━━━━━ Data shown ━━━━━
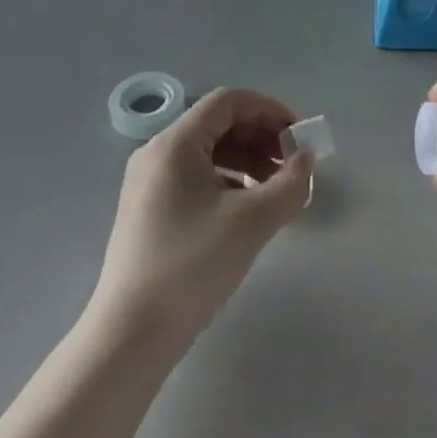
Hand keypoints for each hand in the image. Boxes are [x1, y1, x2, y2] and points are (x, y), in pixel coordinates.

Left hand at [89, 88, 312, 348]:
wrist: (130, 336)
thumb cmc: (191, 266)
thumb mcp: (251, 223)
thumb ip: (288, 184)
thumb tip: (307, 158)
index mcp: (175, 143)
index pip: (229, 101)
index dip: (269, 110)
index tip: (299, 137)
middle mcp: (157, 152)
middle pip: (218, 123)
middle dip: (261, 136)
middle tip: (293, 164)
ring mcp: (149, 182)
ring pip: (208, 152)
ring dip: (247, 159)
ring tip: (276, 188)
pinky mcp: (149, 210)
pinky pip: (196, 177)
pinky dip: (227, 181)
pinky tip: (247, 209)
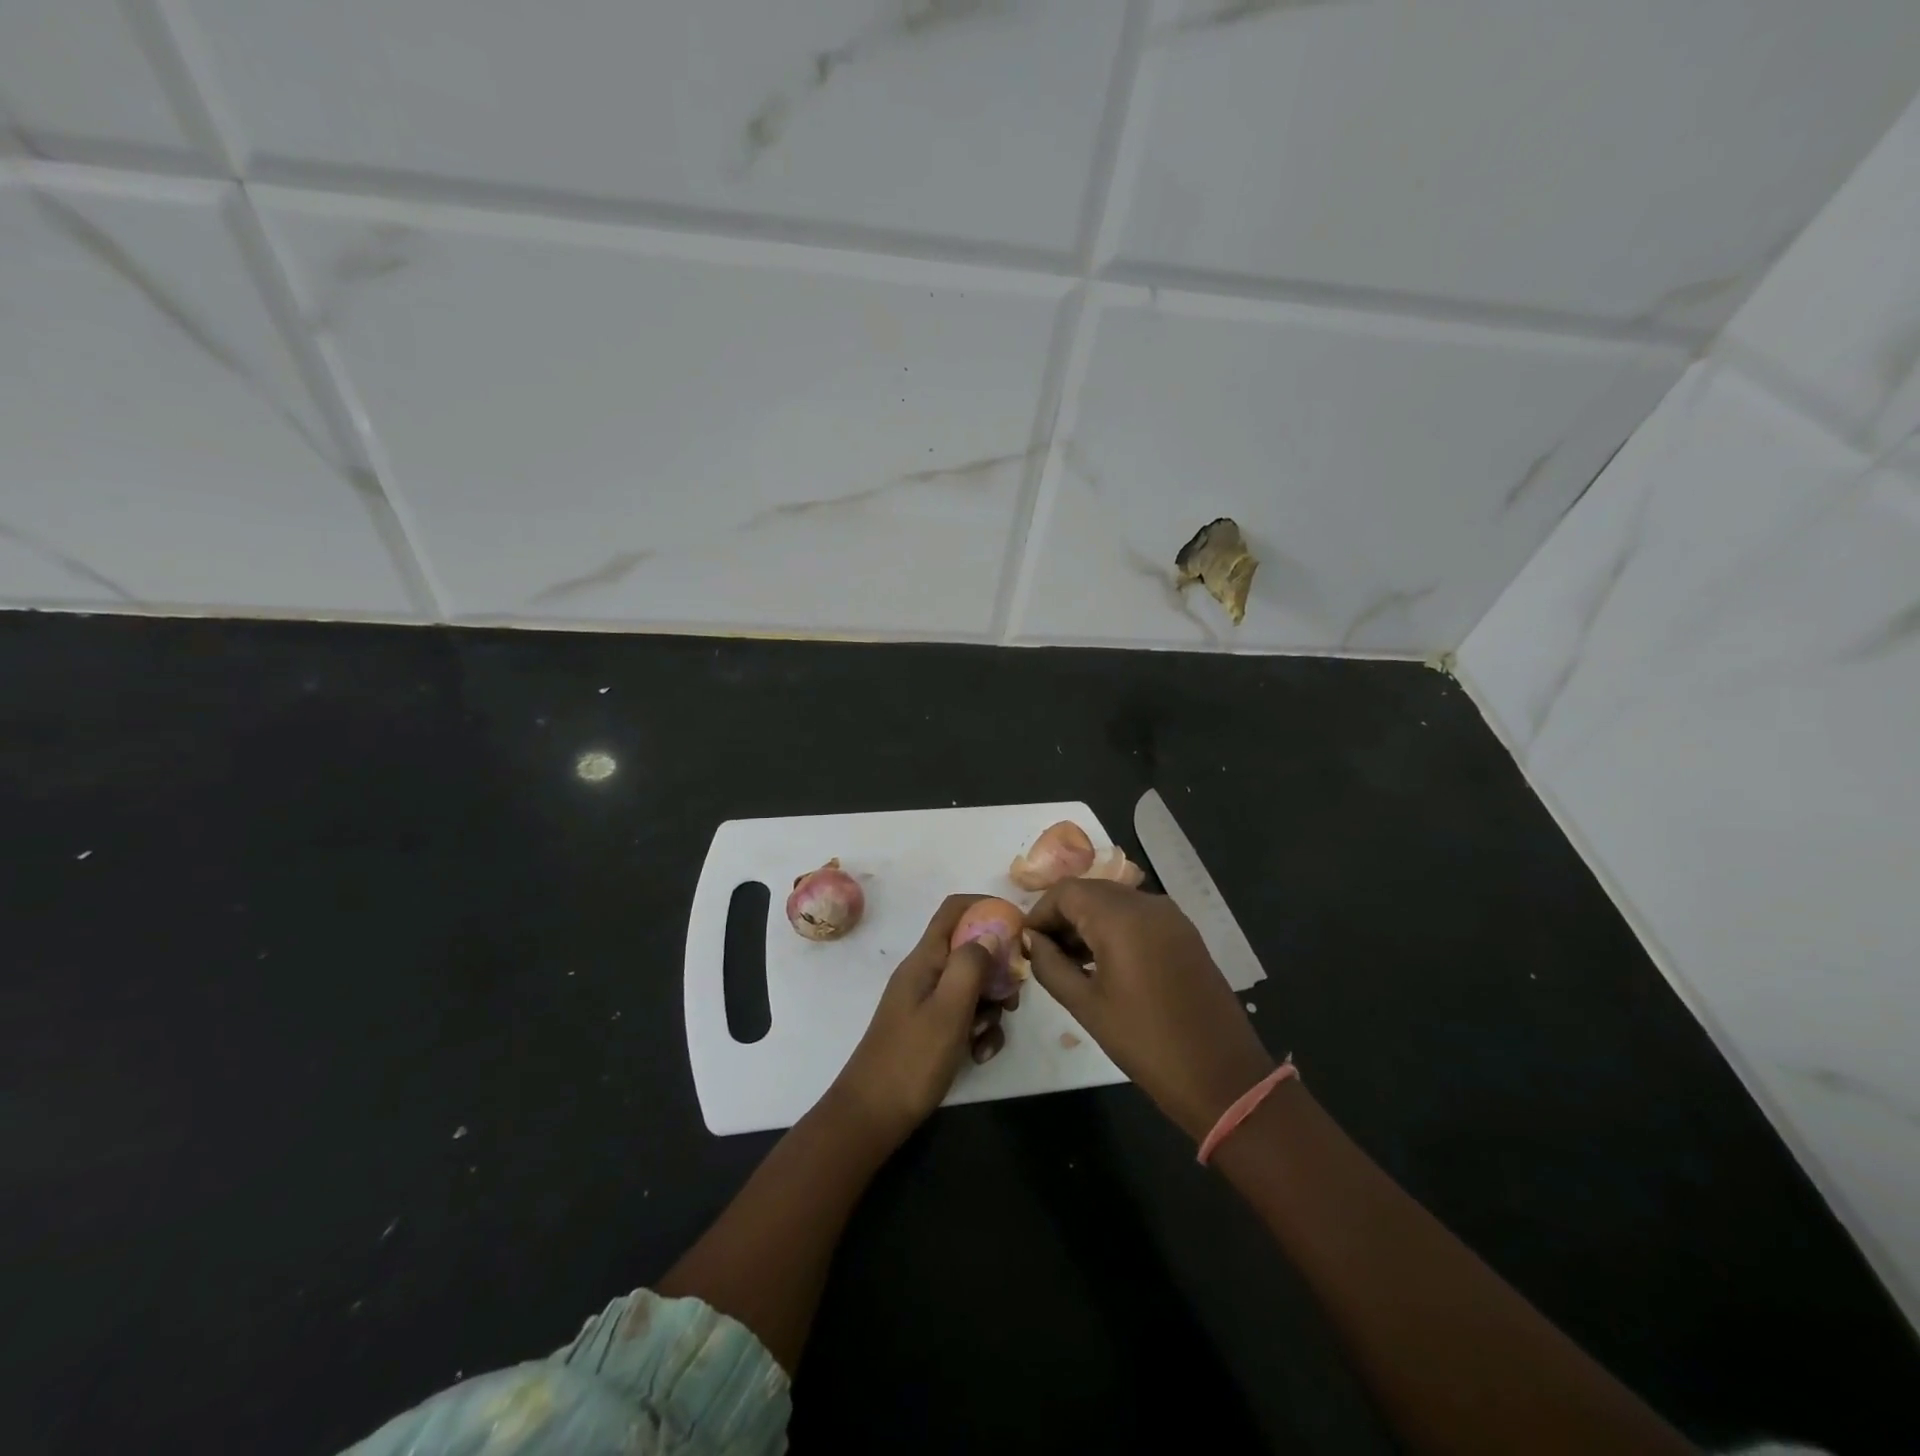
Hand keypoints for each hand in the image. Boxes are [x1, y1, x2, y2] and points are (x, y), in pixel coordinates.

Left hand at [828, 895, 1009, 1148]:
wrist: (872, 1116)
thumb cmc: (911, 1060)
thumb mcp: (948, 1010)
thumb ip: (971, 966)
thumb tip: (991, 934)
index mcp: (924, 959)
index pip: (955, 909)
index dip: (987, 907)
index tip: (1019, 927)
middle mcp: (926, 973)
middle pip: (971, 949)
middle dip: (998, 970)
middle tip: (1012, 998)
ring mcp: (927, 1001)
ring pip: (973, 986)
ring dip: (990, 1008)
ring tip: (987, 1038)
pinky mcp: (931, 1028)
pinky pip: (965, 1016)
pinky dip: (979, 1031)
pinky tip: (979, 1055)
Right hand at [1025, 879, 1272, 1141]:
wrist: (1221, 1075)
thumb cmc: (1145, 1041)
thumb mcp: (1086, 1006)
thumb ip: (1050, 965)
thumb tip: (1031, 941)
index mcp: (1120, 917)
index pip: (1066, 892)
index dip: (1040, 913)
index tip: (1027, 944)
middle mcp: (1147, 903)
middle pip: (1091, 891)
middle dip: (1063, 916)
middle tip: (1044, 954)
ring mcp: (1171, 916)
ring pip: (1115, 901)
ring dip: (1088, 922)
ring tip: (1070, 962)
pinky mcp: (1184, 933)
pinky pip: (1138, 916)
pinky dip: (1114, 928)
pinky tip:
━━━━━
What is being asked> Without the images, write out each line of the data verbatim.

Your solution>
Hand keypoints for each hand in the image. Boxes are [x1, y1, x2, y2] and points are (x, y), in pixel coordinates.

Left hand at [89, 88, 312, 348]:
wrist: (130, 336)
thumb cmc: (191, 266)
thumb mcp: (251, 223)
thumb ip: (288, 184)
thumb tip: (307, 158)
index mcp: (175, 143)
index pip: (229, 101)
index dip: (269, 110)
index tip: (299, 137)
middle mcp: (157, 152)
middle pip: (218, 123)
middle dip: (261, 136)
middle tip: (293, 164)
ring mcp: (149, 182)
ring pip: (208, 152)
ring dip: (247, 159)
ring tip: (276, 188)
pinky mcp: (149, 210)
pinky pip: (196, 177)
pinky dip: (227, 181)
pinky tip: (247, 209)
Hand keypoints for each hand in the image. Boxes are [x1, y1, x2, y2] and points are (x, y), in pixel coordinates.

Left hand at [828, 895, 1009, 1148]:
wrist: (872, 1116)
thumb cmc: (911, 1060)
thumb mcp: (948, 1010)
thumb ip: (971, 966)
thumb tip: (991, 934)
index mcp: (924, 959)
index pip: (955, 909)
index dip: (987, 907)
index tip: (1019, 927)
middle mcp: (926, 973)
middle pip: (971, 949)
middle dip: (998, 970)
middle tip: (1012, 998)
ring mcp: (927, 1001)
ring pip: (973, 986)
ring dip: (990, 1008)
ring tip: (987, 1038)
pinky mcp: (931, 1028)
pinky pip: (965, 1016)
pinky dip: (979, 1031)
pinky tip: (979, 1055)
Right hand at [1025, 879, 1272, 1141]:
wrist: (1221, 1075)
thumb cmc: (1145, 1041)
thumb mcp: (1086, 1006)
thumb ip: (1050, 965)
thumb tip: (1031, 941)
index mcp: (1120, 917)
index pip: (1066, 892)
index dip: (1040, 913)
index tip: (1027, 944)
middle mcp: (1147, 903)
middle pip: (1091, 891)
middle dip: (1063, 916)
middle tip: (1044, 954)
ring mcp: (1171, 916)
ring pip: (1115, 901)
ring dip: (1088, 922)
ring tip: (1070, 962)
pinky mcp: (1184, 933)
pinky pip: (1138, 916)
pinky dip: (1114, 928)
pinky tip:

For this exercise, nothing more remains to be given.